**THE PROBLEM**
Write out the data in full, exactly as shown.

**GIVEN RECORDS**
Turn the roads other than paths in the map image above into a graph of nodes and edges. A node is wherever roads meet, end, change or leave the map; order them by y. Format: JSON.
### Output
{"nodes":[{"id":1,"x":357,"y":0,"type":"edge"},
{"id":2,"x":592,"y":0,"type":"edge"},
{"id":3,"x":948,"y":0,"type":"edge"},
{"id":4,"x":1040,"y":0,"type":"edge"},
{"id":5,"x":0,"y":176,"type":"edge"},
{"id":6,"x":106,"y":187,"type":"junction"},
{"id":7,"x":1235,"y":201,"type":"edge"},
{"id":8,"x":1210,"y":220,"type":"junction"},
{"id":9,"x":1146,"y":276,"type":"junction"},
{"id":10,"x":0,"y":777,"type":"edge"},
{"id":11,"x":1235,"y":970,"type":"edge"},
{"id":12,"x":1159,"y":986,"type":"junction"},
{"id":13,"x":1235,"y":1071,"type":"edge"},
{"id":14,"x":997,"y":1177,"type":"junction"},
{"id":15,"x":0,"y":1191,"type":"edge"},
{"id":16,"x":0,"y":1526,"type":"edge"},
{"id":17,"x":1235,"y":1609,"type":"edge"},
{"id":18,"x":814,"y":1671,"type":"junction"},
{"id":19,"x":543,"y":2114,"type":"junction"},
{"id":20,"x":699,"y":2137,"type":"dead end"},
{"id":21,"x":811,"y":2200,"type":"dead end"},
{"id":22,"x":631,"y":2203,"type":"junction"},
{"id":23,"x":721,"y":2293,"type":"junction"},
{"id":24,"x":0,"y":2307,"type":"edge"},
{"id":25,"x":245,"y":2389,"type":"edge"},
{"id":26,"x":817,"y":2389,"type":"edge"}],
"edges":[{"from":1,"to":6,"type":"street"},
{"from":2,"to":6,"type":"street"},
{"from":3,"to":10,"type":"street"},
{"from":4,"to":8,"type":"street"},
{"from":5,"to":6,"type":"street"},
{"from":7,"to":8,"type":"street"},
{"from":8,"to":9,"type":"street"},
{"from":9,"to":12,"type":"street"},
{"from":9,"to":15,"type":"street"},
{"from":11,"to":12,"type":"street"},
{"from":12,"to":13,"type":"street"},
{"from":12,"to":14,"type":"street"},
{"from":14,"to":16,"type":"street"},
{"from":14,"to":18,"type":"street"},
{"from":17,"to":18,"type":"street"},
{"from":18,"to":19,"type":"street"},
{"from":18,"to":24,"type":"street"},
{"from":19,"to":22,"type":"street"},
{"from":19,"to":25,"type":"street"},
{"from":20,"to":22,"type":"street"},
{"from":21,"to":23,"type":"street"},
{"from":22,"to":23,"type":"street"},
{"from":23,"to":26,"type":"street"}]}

**YOUR RESPONSE**
Turn the roads other than paths in the map image above into a graph of nodes and edges. A node is wherever roads meet, end, change or leave the map; order them by y. Format: JSON.
### Output
{"nodes":[{"id":1,"x":357,"y":0,"type":"edge"},
{"id":2,"x":592,"y":0,"type":"edge"},
{"id":3,"x":948,"y":0,"type":"edge"},
{"id":4,"x":1040,"y":0,"type":"edge"},
{"id":5,"x":0,"y":176,"type":"edge"},
{"id":6,"x":106,"y":187,"type":"junction"},
{"id":7,"x":1235,"y":201,"type":"edge"},
{"id":8,"x":1210,"y":220,"type":"junction"},
{"id":9,"x":1146,"y":276,"type":"junction"},
{"id":10,"x":0,"y":777,"type":"edge"},
{"id":11,"x":1235,"y":970,"type":"edge"},
{"id":12,"x":1159,"y":986,"type":"junction"},
{"id":13,"x":1235,"y":1071,"type":"edge"},
{"id":14,"x":997,"y":1177,"type":"junction"},
{"id":15,"x":0,"y":1191,"type":"edge"},
{"id":16,"x":0,"y":1526,"type":"edge"},
{"id":17,"x":1235,"y":1609,"type":"edge"},
{"id":18,"x":814,"y":1671,"type":"junction"},
{"id":19,"x":543,"y":2114,"type":"junction"},
{"id":20,"x":699,"y":2137,"type":"dead end"},
{"id":21,"x":811,"y":2200,"type":"dead end"},
{"id":22,"x":631,"y":2203,"type":"junction"},
{"id":23,"x":721,"y":2293,"type":"junction"},
{"id":24,"x":0,"y":2307,"type":"edge"},
{"id":25,"x":245,"y":2389,"type":"edge"},
{"id":26,"x":817,"y":2389,"type":"edge"}],
"edges":[{"from":1,"to":6,"type":"street"},
{"from":2,"to":6,"type":"street"},
{"from":3,"to":10,"type":"street"},
{"from":4,"to":8,"type":"street"},
{"from":5,"to":6,"type":"street"},
{"from":7,"to":8,"type":"street"},
{"from":8,"to":9,"type":"street"},
{"from":9,"to":12,"type":"street"},
{"from":9,"to":15,"type":"street"},
{"from":11,"to":12,"type":"street"},
{"from":12,"to":13,"type":"street"},
{"from":12,"to":14,"type":"street"},
{"from":14,"to":16,"type":"street"},
{"from":14,"to":18,"type":"street"},
{"from":17,"to":18,"type":"street"},
{"from":18,"to":19,"type":"street"},
{"from":18,"to":24,"type":"street"},
{"from":19,"to":22,"type":"street"},
{"from":19,"to":25,"type":"street"},
{"from":20,"to":22,"type":"street"},
{"from":21,"to":23,"type":"street"},
{"from":22,"to":23,"type":"street"},
{"from":23,"to":26,"type":"street"}]}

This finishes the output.